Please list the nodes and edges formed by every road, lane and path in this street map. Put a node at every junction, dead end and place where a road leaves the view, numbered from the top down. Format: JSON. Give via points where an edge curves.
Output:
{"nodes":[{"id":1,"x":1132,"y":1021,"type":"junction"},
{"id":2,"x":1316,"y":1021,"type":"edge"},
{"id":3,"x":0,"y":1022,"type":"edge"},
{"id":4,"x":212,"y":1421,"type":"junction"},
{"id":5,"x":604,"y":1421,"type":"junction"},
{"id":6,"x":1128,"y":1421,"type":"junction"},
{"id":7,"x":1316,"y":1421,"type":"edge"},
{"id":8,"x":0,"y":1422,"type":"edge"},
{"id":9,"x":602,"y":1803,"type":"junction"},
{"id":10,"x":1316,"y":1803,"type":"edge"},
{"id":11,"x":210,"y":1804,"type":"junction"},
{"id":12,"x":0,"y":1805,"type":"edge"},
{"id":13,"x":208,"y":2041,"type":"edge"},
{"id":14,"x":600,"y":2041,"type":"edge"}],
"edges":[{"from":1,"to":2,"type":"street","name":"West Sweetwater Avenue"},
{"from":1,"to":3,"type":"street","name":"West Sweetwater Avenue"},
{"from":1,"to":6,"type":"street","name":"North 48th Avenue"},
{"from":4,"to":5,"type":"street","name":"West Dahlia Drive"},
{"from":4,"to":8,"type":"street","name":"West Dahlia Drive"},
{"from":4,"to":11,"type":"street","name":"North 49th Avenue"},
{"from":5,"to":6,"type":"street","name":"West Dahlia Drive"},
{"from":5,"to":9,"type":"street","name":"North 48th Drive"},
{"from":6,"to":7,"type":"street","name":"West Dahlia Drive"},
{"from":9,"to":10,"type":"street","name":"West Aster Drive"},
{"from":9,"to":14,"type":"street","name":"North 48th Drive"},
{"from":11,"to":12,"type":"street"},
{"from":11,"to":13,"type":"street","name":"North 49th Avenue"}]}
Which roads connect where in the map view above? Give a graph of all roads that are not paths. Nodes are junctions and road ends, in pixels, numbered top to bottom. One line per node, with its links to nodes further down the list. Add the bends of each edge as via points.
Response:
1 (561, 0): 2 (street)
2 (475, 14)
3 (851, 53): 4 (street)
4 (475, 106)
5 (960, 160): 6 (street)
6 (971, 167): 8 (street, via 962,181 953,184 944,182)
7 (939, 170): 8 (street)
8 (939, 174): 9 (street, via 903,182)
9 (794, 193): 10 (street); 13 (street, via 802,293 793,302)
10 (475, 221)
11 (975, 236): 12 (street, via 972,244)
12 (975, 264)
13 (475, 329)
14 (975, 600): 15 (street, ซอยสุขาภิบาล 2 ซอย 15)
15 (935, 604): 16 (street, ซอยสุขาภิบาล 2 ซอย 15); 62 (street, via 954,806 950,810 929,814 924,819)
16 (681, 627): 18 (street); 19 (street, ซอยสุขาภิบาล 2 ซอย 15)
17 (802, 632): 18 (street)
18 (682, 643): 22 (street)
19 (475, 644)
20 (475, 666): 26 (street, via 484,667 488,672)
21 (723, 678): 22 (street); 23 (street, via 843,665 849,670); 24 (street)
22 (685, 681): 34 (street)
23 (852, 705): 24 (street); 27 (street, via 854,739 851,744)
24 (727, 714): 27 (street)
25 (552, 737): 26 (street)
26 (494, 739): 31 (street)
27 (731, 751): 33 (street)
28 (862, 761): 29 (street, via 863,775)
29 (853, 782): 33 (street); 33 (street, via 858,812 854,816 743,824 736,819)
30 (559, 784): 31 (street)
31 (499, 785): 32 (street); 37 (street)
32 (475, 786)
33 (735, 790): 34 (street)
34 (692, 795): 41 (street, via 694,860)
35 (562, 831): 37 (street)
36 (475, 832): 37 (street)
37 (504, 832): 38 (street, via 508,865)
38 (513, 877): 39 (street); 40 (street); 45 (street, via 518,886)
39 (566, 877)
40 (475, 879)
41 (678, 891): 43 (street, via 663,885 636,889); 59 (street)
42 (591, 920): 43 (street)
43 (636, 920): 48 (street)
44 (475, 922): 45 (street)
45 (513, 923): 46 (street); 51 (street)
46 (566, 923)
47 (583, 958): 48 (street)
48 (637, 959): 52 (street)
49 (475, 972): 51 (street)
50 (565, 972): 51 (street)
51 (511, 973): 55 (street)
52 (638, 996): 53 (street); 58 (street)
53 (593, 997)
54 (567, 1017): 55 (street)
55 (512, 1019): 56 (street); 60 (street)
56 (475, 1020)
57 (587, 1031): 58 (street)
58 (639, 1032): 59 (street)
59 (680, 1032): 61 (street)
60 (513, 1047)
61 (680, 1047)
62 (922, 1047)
——
Each line that mentions the string "numbered" must be copied from the listing.

REPLY
Please list the nodes and edges formed by every road, lane and path in this street map. Put a node at every junction, dead end and place where a road leaves the view, numbered from the top down. Format: JSON. Give via points where an edge curves.
Which roads connect where in the map view above? Give a graph of all roads that are not paths. Nodes are junctions and road ends, in pixels, numbered top to bottom. One line per node, with its links to nodes further down the list. Add the bends of each edge as via points.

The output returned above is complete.